I have responded to the consultation. I expect to receive in due course a "brush off" boilerplate response. I cannot think of a single example of a meaningful response or change in the government's proposals following consultation. I think "consultation" is a sham, designed solely to tick the box for "consultation".

So dudes you are reading far too much into this. Relax, no one in a brown coat and bowler hat is gonna turn up tomorrow to check you got a spare fan belt.
Yes, that's correct. I don't think the MCA are going to flood the Hamble and the Essex backwaters with an army of enforcers. What I do think will eventually happen is that the MCA will put pressure on marinas and yards to tell boat owners that they can't do their own maintenance. That is what I think will happen.
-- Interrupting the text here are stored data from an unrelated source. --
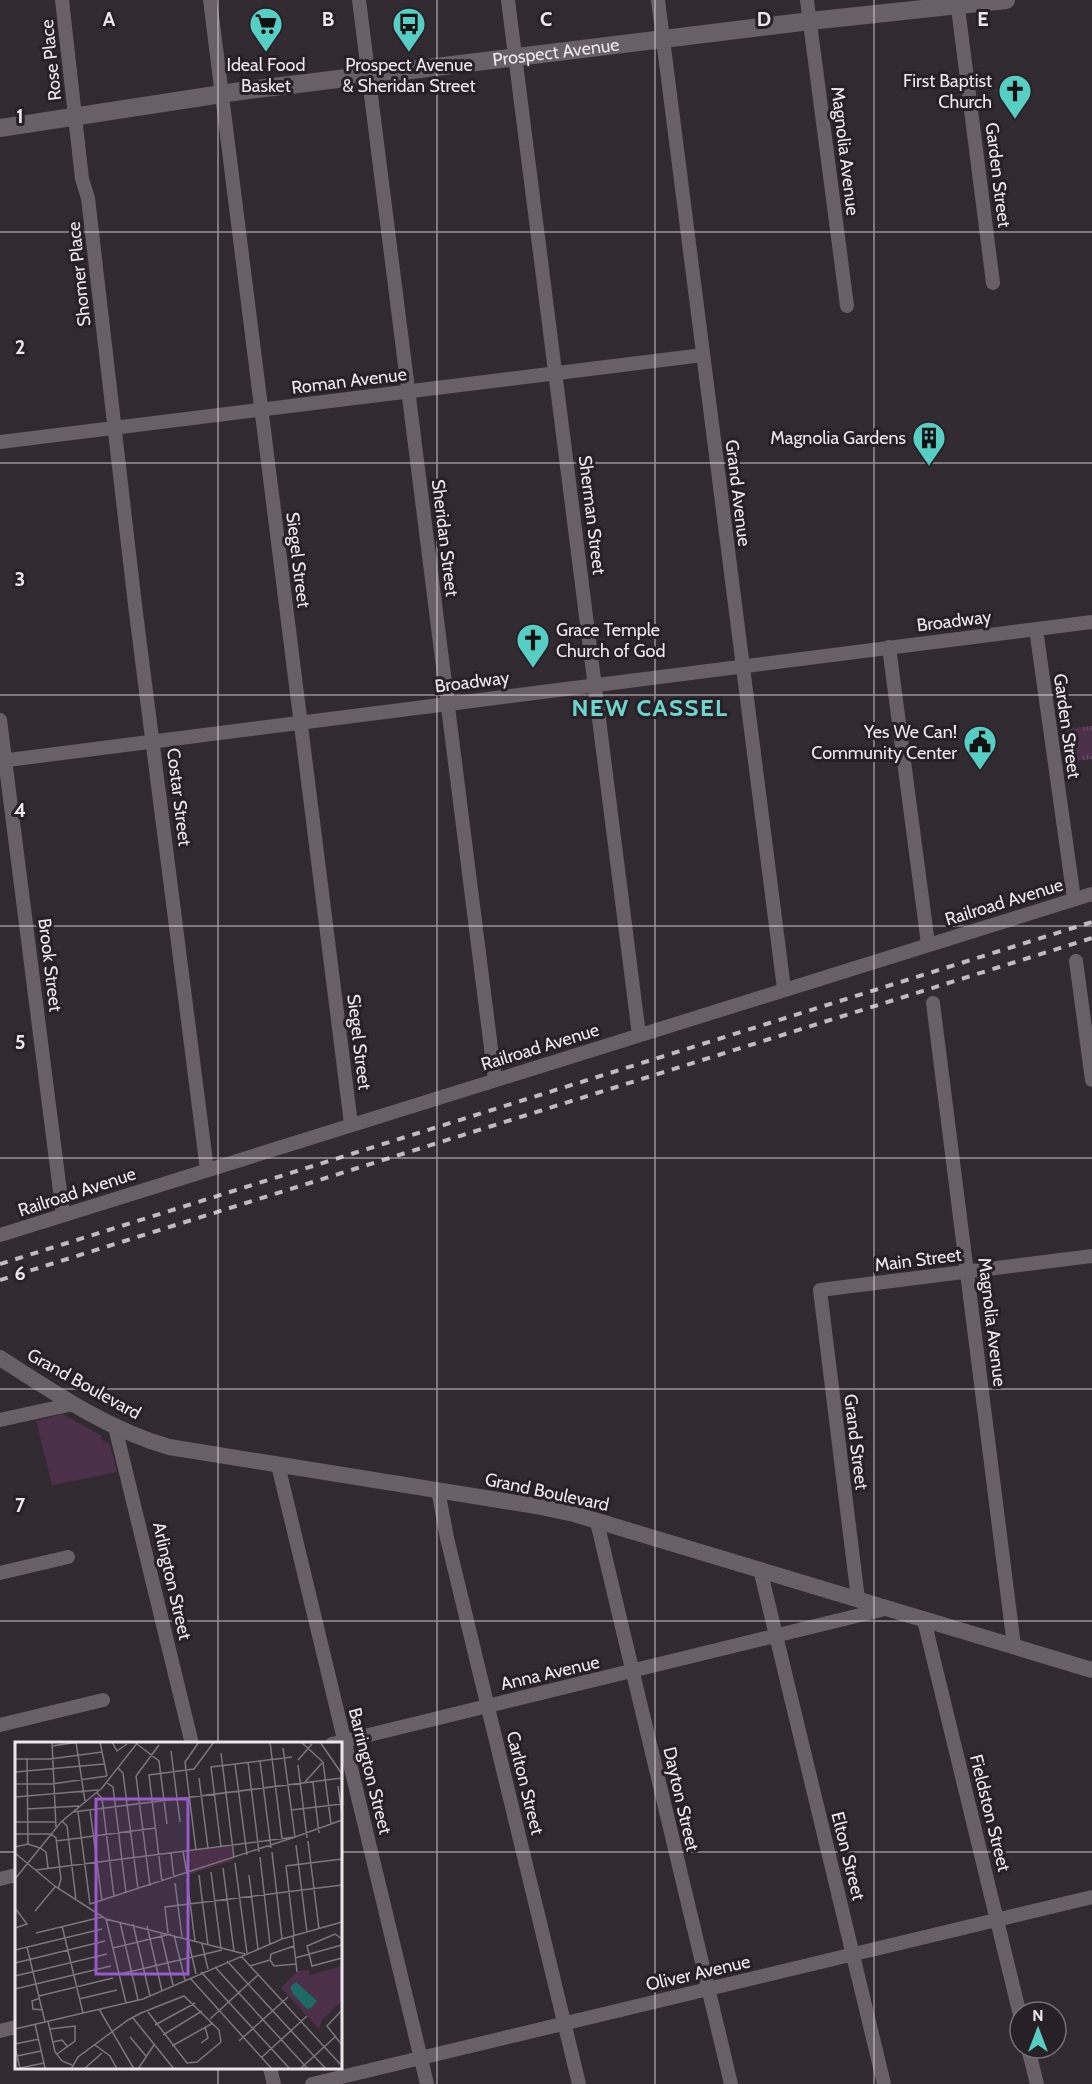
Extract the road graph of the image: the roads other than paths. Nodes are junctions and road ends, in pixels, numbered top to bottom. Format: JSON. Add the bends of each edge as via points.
{"nodes":[{"id":1,"x":62,"y":0,"type":"edge"},
{"id":2,"x":210,"y":0,"type":"edge"},
{"id":3,"x":360,"y":0,"type":"edge"},
{"id":4,"x":508,"y":0,"type":"edge"},
{"id":5,"x":658,"y":0,"type":"edge"},
{"id":6,"x":807,"y":0,"type":"edge"},
{"id":7,"x":1006,"y":0,"type":"edge"},
{"id":8,"x":958,"y":3,"type":"edge"},
{"id":9,"x":810,"y":21,"type":"junction"},
{"id":10,"x":663,"y":39,"type":"junction"},
{"id":11,"x":515,"y":58,"type":"junction"},
{"id":12,"x":369,"y":76,"type":"junction"},
{"id":13,"x":222,"y":94,"type":"junction"},
{"id":14,"x":75,"y":117,"type":"junction"},
{"id":15,"x":0,"y":128,"type":"edge"},
{"id":16,"x":993,"y":283,"type":"dead end"},
{"id":17,"x":847,"y":306,"type":"dead end"},
{"id":18,"x":703,"y":355,"type":"junction"},
{"id":19,"x":555,"y":373,"type":"junction"},
{"id":20,"x":409,"y":391,"type":"junction"},
{"id":21,"x":261,"y":410,"type":"junction"},
{"id":22,"x":114,"y":428,"type":"junction"},
{"id":23,"x":0,"y":442,"type":"edge"},
{"id":24,"x":1092,"y":622,"type":"edge"},
{"id":25,"x":1036,"y":629,"type":"junction"},
{"id":26,"x":889,"y":647,"type":"junction"},
{"id":27,"x":742,"y":666,"type":"junction"},
{"id":28,"x":595,"y":685,"type":"junction"},
{"id":29,"x":448,"y":703,"type":"junction"},
{"id":30,"x":0,"y":720,"type":"edge"},
{"id":31,"x":300,"y":722,"type":"junction"},
{"id":32,"x":154,"y":740,"type":"junction"},
{"id":33,"x":2,"y":761,"type":"edge"},
{"id":34,"x":1092,"y":894,"type":"edge"},
{"id":35,"x":1074,"y":899,"type":"junction"},
{"id":36,"x":928,"y":944,"type":"junction"},
{"id":37,"x":1076,"y":961,"type":"dead end"},
{"id":38,"x":784,"y":989,"type":"junction"},
{"id":39,"x":933,"y":1003,"type":"dead end"},
{"id":40,"x":639,"y":1035,"type":"junction"},
{"id":41,"x":495,"y":1080,"type":"junction"},
{"id":42,"x":1092,"y":1080,"type":"edge"},
{"id":43,"x":351,"y":1125,"type":"junction"},
{"id":44,"x":207,"y":1170,"type":"junction"},
{"id":45,"x":63,"y":1215,"type":"junction"},
{"id":46,"x":0,"y":1235,"type":"edge"},
{"id":47,"x":1092,"y":1256,"type":"edge"},
{"id":48,"x":967,"y":1272,"type":"junction"},
{"id":49,"x":820,"y":1290,"type":"joint"},
{"id":50,"x":0,"y":1358,"type":"edge"},
{"id":51,"x":73,"y":1404,"type":"junction"},
{"id":52,"x":0,"y":1420,"type":"edge"},
{"id":53,"x":115,"y":1427,"type":"junction"},
{"id":54,"x":278,"y":1465,"type":"junction"},
{"id":55,"x":438,"y":1490,"type":"junction"},
{"id":56,"x":597,"y":1522,"type":"junction"},
{"id":57,"x":68,"y":1557,"type":"dead end"},
{"id":58,"x":760,"y":1569,"type":"junction"},
{"id":59,"x":0,"y":1574,"type":"edge"},
{"id":60,"x":858,"y":1599,"type":"junction"},
{"id":61,"x":890,"y":1608,"type":"junction"},
{"id":62,"x":924,"y":1620,"type":"junction"},
{"id":63,"x":776,"y":1637,"type":"junction"},
{"id":64,"x":1014,"y":1646,"type":"junction"},
{"id":65,"x":632,"y":1671,"type":"junction"},
{"id":66,"x":1091,"y":1674,"type":"edge"},
{"id":67,"x":103,"y":1700,"type":"dead end"},
{"id":68,"x":488,"y":1706,"type":"junction"},
{"id":69,"x":0,"y":1725,"type":"edge"},
{"id":70,"x":192,"y":1742,"type":"edge"},
{"id":71,"x":338,"y":1742,"type":"edge"},
{"id":72,"x":342,"y":1757,"type":"edge"},
{"id":73,"x":15,"y":1875,"type":"edge"},
{"id":74,"x":0,"y":1879,"type":"edge"},
{"id":75,"x":1092,"y":1897,"type":"edge"},
{"id":76,"x":997,"y":1920,"type":"junction"},
{"id":77,"x":853,"y":1954,"type":"junction"},
{"id":78,"x":708,"y":1989,"type":"junction"},
{"id":79,"x":1016,"y":2000,"type":"edge"},
{"id":80,"x":565,"y":2023,"type":"junction"},
{"id":81,"x":15,"y":2027,"type":"edge"},
{"id":82,"x":0,"y":2031,"type":"edge"},
{"id":83,"x":421,"y":2056,"type":"junction"},
{"id":84,"x":1031,"y":2060,"type":"edge"},
{"id":85,"x":270,"y":2069,"type":"edge"},
{"id":86,"x":274,"y":2084,"type":"edge"},
{"id":87,"x":312,"y":2084,"type":"edge"},
{"id":88,"x":428,"y":2084,"type":"edge"},
{"id":89,"x":579,"y":2084,"type":"edge"},
{"id":90,"x":731,"y":2084,"type":"edge"},
{"id":91,"x":884,"y":2084,"type":"edge"},
{"id":92,"x":1037,"y":2084,"type":"edge"}],
"edges":[{"from":1,"to":14,"type":"street","name":"Rose Place"},
{"from":2,"to":13,"type":"street","name":"Siegel Street"},
{"from":3,"to":12,"type":"street","name":"Sheridan Street"},
{"from":4,"to":11,"type":"street","name":"Sherman Street"},
{"from":5,"to":10,"type":"street","name":"Grand Avenue"},
{"from":6,"to":9,"type":"street","name":"Magnolia Avenue"},
{"from":7,"to":8,"type":"main road","name":"Prospect Avenue"},
{"from":8,"to":9,"type":"main road","name":"Prospect Avenue"},
{"from":8,"to":16,"type":"street","name":"Garden Street"},
{"from":9,"to":10,"type":"main road","name":"Prospect Avenue"},
{"from":9,"to":17,"type":"street","name":"Magnolia Avenue"},
{"from":10,"to":11,"type":"main road","name":"Prospect Avenue"},
{"from":10,"to":18,"type":"street","name":"Grand Avenue"},
{"from":11,"to":12,"type":"main road","name":"Prospect Avenue"},
{"from":11,"to":19,"type":"street","name":"Sherman Street"},
{"from":12,"to":13,"type":"main road","name":"Prospect Avenue"},
{"from":12,"to":20,"type":"street","name":"Sheridan Street"},
{"from":13,"to":14,"type":"main road","name":"Prospect Avenue"},
{"from":13,"to":21,"type":"street","name":"Siegel Street"},
{"from":14,"to":15,"type":"main road","name":"Prospect Avenue"},
{"from":14,"to":22,"type":"street","name":"Shomer Place"},
{"from":18,"to":19,"type":"street","name":"Roman Avenue"},
{"from":18,"to":27,"type":"street","name":"Grand Avenue"},
{"from":19,"to":20,"type":"street","name":"Roman Avenue"},
{"from":19,"to":28,"type":"street","name":"Sherman Street"},
{"from":20,"to":21,"type":"street","name":"Roman Avenue"},
{"from":20,"to":29,"type":"street","name":"Sheridan Street"},
{"from":21,"to":22,"type":"street","name":"Roman Avenue"},
{"from":21,"to":31,"type":"street","name":"Siegel Street"},
{"from":22,"to":23,"type":"street","name":"Roman Avenue"},
{"from":22,"to":32,"type":"street","name":"Costar Street"},
{"from":24,"to":25,"type":"street","name":"Broadway"},
{"from":25,"to":26,"type":"street","name":"Broadway"},
{"from":25,"to":35,"type":"street","name":"Garden Street"},
{"from":26,"to":27,"type":"street","name":"Broadway"},
{"from":26,"to":36,"type":"street"},
{"from":27,"to":28,"type":"street","name":"Broadway"},
{"from":27,"to":38,"type":"street","name":"Grand Avenue"},
{"from":28,"to":29,"type":"street","name":"Broadway"},
{"from":28,"to":40,"type":"street","name":"Sherman Street"},
{"from":29,"to":31,"type":"street","name":"Broadway"},
{"from":29,"to":41,"type":"street","name":"Sheridan Street"},
{"from":30,"to":33,"type":"street","name":"Brook Street"},
{"from":31,"to":32,"type":"street","name":"Broadway"},
{"from":31,"to":43,"type":"street","name":"Siegel Street"},
{"from":32,"to":33,"type":"street","name":"Broadway"},
{"from":32,"to":44,"type":"street","name":"Costar Street"},
{"from":33,"to":45,"type":"street","name":"Brook Street","via":[[11,801]]},
{"from":34,"to":35,"type":"street","name":"Railroad Avenue"},
{"from":35,"to":36,"type":"street","name":"Railroad Avenue"},
{"from":36,"to":38,"type":"street","name":"Railroad Avenue"},
{"from":37,"to":42,"type":"street"},
{"from":38,"to":40,"type":"street","name":"Railroad Avenue"},
{"from":39,"to":48,"type":"street","name":"Magnolia Avenue"},
{"from":40,"to":41,"type":"street","name":"Railroad Avenue"},
{"from":41,"to":43,"type":"street","name":"Railroad Avenue"},
{"from":43,"to":44,"type":"street","name":"Railroad Avenue"},
{"from":44,"to":45,"type":"street","name":"Railroad Avenue"},
{"from":45,"to":46,"type":"street","name":"Railroad Avenue"},
{"from":47,"to":48,"type":"street","name":"Main Street"},
{"from":48,"to":49,"type":"street","name":"Main Street"},
{"from":48,"to":64,"type":"street","name":"Magnolia Avenue"},
{"from":49,"to":60,"type":"street","name":"Grand Street"},
{"from":50,"to":51,"type":"street","name":"Grand Boulevard"},
{"from":51,"to":52,"type":"street"},
{"from":51,"to":53,"type":"street","name":"Grand Boulevard"},
{"from":53,"to":54,"type":"street","name":"Grand Boulevard","via":[[169,1447]]},
{"from":53,"to":70,"type":"street","name":"Arlington Street"},
{"from":54,"to":55,"type":"street","name":"Grand Boulevard"},
{"from":54,"to":71,"type":"street","name":"Barrington Street"},
{"from":55,"to":56,"type":"street","name":"Grand Boulevard","via":[[536,1506]]},
{"from":55,"to":68,"type":"street","name":"Carlton Street"},
{"from":56,"to":58,"type":"street","name":"Grand Boulevard"},
{"from":56,"to":65,"type":"street","name":"Dayton Street"},
{"from":57,"to":59,"type":"street"},
{"from":58,"to":60,"type":"street","name":"Grand Boulevard"},
{"from":58,"to":63,"type":"street"},
{"from":60,"to":61,"type":"street","name":"Grand Boulevard"},
{"from":61,"to":62,"type":"street","name":"Grand Boulevard"},
{"from":61,"to":63,"type":"street","name":"Anna Avenue"},
{"from":62,"to":64,"type":"street","name":"Grand Boulevard"},
{"from":62,"to":76,"type":"street","name":"Fieldston Street"},
{"from":63,"to":65,"type":"street","name":"Anna Avenue"},
{"from":63,"to":77,"type":"street","name":"Elton Street"},
{"from":64,"to":66,"type":"street","name":"Grand Boulevard"},
{"from":65,"to":68,"type":"street","name":"Anna Avenue"},
{"from":65,"to":78,"type":"street","name":"Dayton Street"},
{"from":67,"to":69,"type":"street"},
{"from":68,"to":71,"type":"street","name":"Anna Avenue"},
{"from":68,"to":80,"type":"street","name":"Carlton Street"},
{"from":72,"to":83,"type":"street","name":"Barrington Street"},
{"from":73,"to":74,"type":"street"},
{"from":75,"to":76,"type":"street","name":"Oliver Avenue"},
{"from":76,"to":77,"type":"street","name":"Oliver Avenue"},
{"from":76,"to":79,"type":"street","name":"Fieldston Street"},
{"from":77,"to":78,"type":"street","name":"Oliver Avenue"},
{"from":77,"to":91,"type":"street","name":"Elton Street"},
{"from":78,"to":80,"type":"street","name":"Oliver Avenue"},
{"from":78,"to":90,"type":"street","name":"Dayton Street"},
{"from":80,"to":83,"type":"street","name":"Oliver Avenue"},
{"from":80,"to":89,"type":"street","name":"Carlton Street"},
{"from":81,"to":82,"type":"street"},
{"from":83,"to":87,"type":"street","name":"Oliver Avenue"},
{"from":83,"to":88,"type":"street","name":"Barrington Street"},
{"from":84,"to":92,"type":"street"},
{"from":85,"to":86,"type":"street"}]}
And if it does happen I don't think we will be able to do anything about it.
 
Minn is correct.
You have to understand the mindset of the MCA and HM Coastguard- we are all classed as 'civilians' and have to be saved from ourselves even if we don't know it. It has long been the wet dream of the MCA to build an empire controlling the leisure side.

For the last 12 years, we have been based abroad where, in common with other EU countries, there are stringent regulations for leisure boats and qualifications for using them. It's the UK which is out of step and I see it as inevitable that sooner or later there will be regulation, like it or not.

Those who frequent these forums tend to be owners seeking information about how to do a job properly but there are lots out there who haven't a clue how to fix the simplest of things and I worry about them, such as the guy on his way to joining the ARC who asked if I could show him where his engine dip-stick was as he didn't know how to check his oil level. Part way across Biscay, a friend asked if we would stay in company as a pin had fallen out of the mainsheet attachment to the car, he had no spare nuts and bolts on board to fix it, so motored the rest of the way. Some people shouldn't be allowed loose.
 
I have searched all 6 of the Guidance documents and the Consultation document and no definition of 'safety critical' is given. One example of a safety critical system is given, gas supply systems, but no definition.

Now this ties up with my business insurance, on renewal a few months back they added a bit to Product and Public liability section, it now excludes safety critical items. Now after much toing and froing it turns I am not covered for items related to navigation, explained as propulsion. That is from the insurers anything related to the engines, and I assume the rudder, sails, keel and rigging.

Which now means if you want a engine battery isolator switch on a distribution panel the answer is no supply now.

Now if this is common across the marine industry you may need a qualified engineer/person to do a job that he/she may not be insured to do the job, catch 22.